WHAT TO DO:
Copy out, from the entries below, each line holding the string "nodes".

DATA IN THIS EXERCISE:
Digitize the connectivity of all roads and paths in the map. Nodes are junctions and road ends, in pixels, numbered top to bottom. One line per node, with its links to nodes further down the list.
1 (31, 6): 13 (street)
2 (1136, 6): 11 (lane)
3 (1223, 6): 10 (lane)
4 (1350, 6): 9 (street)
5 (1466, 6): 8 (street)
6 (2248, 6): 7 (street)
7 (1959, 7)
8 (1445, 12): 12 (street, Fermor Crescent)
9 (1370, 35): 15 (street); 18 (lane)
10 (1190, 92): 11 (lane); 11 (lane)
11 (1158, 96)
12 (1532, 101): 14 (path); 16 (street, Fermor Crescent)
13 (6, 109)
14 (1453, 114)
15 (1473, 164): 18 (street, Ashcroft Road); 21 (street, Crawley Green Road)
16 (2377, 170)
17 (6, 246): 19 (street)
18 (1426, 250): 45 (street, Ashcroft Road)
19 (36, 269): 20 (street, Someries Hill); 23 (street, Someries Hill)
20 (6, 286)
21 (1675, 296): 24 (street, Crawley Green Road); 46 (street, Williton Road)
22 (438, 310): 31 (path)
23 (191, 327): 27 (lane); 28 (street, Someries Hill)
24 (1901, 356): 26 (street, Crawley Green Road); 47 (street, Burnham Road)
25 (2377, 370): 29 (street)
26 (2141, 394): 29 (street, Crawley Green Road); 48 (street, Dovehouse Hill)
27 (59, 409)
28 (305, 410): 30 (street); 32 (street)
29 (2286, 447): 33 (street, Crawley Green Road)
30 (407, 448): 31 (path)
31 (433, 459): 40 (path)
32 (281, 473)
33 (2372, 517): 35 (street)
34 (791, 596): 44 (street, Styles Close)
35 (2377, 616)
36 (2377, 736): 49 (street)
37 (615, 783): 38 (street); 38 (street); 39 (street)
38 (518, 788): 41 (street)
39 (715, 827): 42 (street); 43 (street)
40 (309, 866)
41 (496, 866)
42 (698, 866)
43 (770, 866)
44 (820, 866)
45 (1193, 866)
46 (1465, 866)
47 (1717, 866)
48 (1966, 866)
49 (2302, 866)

==

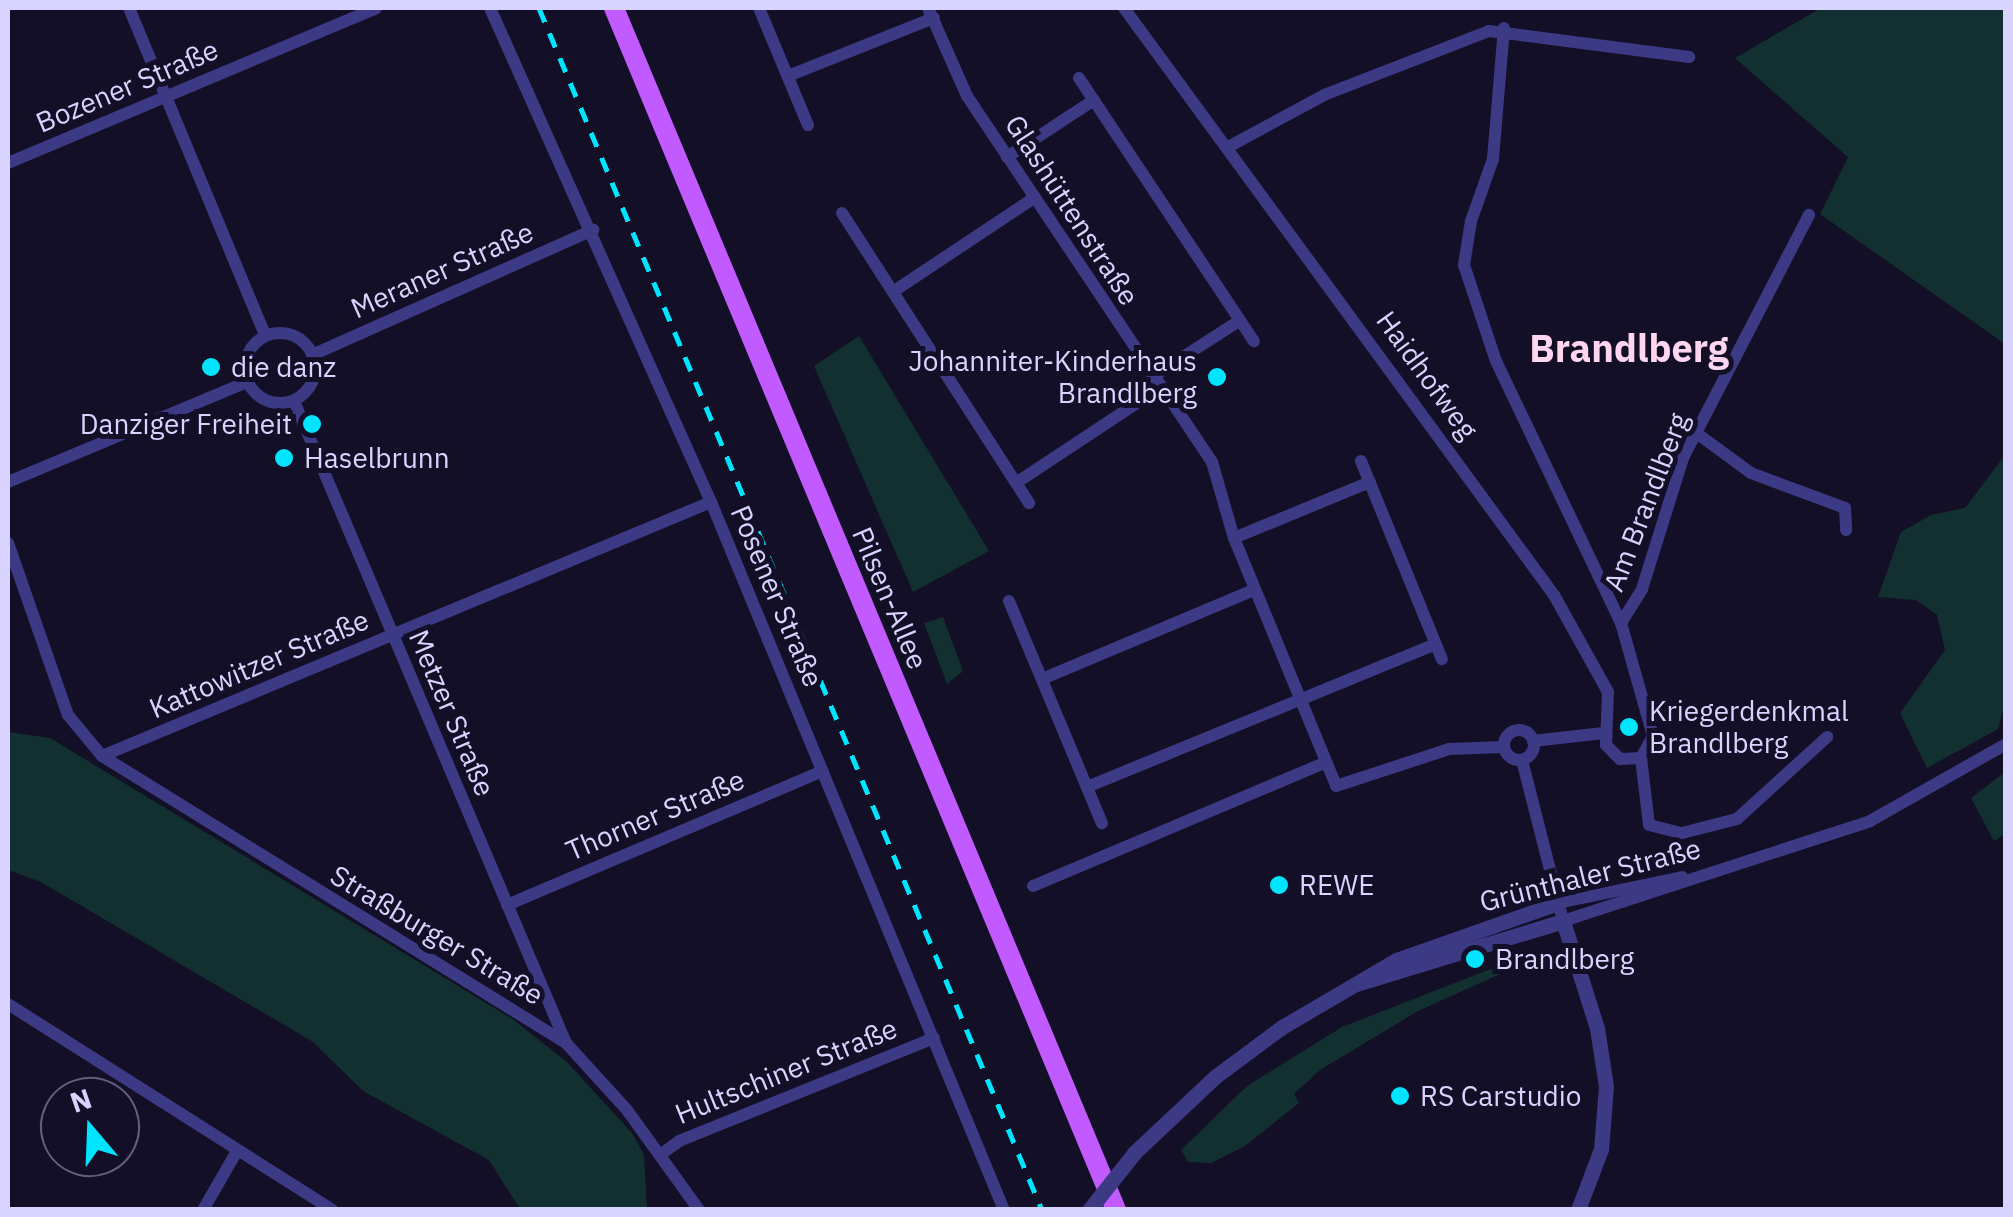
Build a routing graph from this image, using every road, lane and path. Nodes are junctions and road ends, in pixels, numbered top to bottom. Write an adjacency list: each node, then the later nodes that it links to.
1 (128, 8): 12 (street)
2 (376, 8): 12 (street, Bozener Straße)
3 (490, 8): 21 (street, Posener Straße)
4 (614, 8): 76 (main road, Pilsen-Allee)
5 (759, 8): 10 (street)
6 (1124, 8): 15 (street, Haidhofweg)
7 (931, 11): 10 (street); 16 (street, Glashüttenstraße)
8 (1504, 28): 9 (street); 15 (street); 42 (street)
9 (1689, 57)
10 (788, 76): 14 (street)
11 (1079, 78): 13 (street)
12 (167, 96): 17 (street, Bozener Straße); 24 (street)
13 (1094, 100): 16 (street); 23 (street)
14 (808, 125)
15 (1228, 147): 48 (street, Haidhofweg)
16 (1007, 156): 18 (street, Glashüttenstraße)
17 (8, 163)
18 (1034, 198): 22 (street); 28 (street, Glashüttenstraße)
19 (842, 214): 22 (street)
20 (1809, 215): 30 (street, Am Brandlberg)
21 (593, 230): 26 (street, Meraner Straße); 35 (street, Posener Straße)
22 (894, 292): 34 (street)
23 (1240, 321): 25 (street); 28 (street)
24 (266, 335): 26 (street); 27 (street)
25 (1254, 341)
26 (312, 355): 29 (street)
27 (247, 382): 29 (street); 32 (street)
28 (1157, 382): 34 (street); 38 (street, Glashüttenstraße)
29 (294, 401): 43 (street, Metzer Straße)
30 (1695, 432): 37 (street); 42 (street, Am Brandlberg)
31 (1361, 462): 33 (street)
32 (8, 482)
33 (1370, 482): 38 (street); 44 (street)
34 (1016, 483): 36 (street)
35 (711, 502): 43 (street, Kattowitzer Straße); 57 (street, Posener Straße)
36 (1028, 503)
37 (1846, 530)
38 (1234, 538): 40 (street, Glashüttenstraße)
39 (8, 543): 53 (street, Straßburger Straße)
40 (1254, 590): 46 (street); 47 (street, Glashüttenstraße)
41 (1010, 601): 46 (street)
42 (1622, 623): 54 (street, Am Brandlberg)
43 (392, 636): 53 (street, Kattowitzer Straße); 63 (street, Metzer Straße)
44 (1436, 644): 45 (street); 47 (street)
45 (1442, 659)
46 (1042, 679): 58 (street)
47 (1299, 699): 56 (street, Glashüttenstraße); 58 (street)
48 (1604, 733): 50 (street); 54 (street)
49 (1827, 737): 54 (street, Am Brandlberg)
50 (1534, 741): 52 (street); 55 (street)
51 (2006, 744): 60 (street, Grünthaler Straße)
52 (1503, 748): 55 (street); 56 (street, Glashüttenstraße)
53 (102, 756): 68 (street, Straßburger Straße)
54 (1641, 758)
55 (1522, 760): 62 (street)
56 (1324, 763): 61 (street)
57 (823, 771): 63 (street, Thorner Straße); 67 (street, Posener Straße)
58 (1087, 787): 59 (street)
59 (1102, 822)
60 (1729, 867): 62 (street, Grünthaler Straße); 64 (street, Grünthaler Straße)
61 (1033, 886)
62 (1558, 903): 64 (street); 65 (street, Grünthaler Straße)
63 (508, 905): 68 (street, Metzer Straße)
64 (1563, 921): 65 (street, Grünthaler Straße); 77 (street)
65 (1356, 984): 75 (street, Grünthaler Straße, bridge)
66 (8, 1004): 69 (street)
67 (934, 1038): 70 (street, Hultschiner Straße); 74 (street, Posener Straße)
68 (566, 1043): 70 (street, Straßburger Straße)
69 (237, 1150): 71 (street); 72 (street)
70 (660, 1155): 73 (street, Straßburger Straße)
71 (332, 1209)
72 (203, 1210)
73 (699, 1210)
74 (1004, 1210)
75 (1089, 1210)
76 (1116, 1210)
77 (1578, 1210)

ANSWER SPACE:
Digitize the connectivity of all roads and paths in the map. Nodes are junctions and road ends, in pixels, numbered top to bottom. One line per node, with its links to nodes further down the list.
Build a routing graph from this image, using every road, lane and path. Nodes are junctions and road ends, in pixels, numbered top to bottom. Write an adjacency list: each node, then the later nodes that it links to.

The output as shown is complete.